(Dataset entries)
══════════════════════════════
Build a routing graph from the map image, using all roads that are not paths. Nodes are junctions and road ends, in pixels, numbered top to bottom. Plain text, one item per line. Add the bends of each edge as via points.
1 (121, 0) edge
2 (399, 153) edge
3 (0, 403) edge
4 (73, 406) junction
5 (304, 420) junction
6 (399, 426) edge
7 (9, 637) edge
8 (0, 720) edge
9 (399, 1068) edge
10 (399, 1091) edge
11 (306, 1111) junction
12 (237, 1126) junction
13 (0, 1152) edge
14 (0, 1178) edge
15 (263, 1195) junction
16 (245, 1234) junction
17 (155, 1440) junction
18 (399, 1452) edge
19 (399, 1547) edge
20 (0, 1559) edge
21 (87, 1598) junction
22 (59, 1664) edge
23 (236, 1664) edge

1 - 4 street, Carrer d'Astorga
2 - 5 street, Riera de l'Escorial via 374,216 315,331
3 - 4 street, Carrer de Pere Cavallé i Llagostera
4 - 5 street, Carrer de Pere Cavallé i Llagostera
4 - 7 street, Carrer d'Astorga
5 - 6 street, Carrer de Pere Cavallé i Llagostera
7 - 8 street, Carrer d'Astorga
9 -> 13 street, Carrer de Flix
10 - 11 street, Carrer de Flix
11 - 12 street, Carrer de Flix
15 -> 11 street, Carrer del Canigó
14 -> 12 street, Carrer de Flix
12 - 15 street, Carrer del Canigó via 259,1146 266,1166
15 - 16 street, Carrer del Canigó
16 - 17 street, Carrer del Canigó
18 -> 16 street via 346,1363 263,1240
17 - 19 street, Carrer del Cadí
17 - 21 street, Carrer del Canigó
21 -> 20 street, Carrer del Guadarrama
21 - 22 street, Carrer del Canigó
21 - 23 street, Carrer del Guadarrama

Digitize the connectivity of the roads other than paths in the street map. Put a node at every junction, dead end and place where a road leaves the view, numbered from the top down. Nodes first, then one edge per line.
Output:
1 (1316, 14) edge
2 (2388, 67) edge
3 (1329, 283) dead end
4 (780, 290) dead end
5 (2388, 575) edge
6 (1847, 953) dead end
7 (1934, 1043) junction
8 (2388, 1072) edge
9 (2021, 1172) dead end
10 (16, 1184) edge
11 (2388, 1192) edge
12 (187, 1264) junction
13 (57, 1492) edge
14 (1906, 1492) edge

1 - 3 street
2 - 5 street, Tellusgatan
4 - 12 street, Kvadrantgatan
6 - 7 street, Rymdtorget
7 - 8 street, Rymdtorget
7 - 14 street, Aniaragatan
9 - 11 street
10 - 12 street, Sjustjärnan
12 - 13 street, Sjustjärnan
══════════════════════════════
**Problem description**
The required output is every line of the entries, starting at the one that contains "Digitize the connectivity" and ending at the last, copied exactly.

**Solution for this problem**
Digitize the connectivity of the roads other than paths in the street map. Put a node at every junction, dead end and place where a road leaves the view, numbered from the top down. Nodes first, then one edge per line.
Output:
1 (1316, 14) edge
2 (2388, 67) edge
3 (1329, 283) dead end
4 (780, 290) dead end
5 (2388, 575) edge
6 (1847, 953) dead end
7 (1934, 1043) junction
8 (2388, 1072) edge
9 (2021, 1172) dead end
10 (16, 1184) edge
11 (2388, 1192) edge
12 (187, 1264) junction
13 (57, 1492) edge
14 (1906, 1492) edge

1 - 3 street
2 - 5 street, Tellusgatan
4 - 12 street, Kvadrantgatan
6 - 7 street, Rymdtorget
7 - 8 street, Rymdtorget
7 - 14 street, Aniaragatan
9 - 11 street
10 - 12 street, Sjustjärnan
12 - 13 street, Sjustjärnan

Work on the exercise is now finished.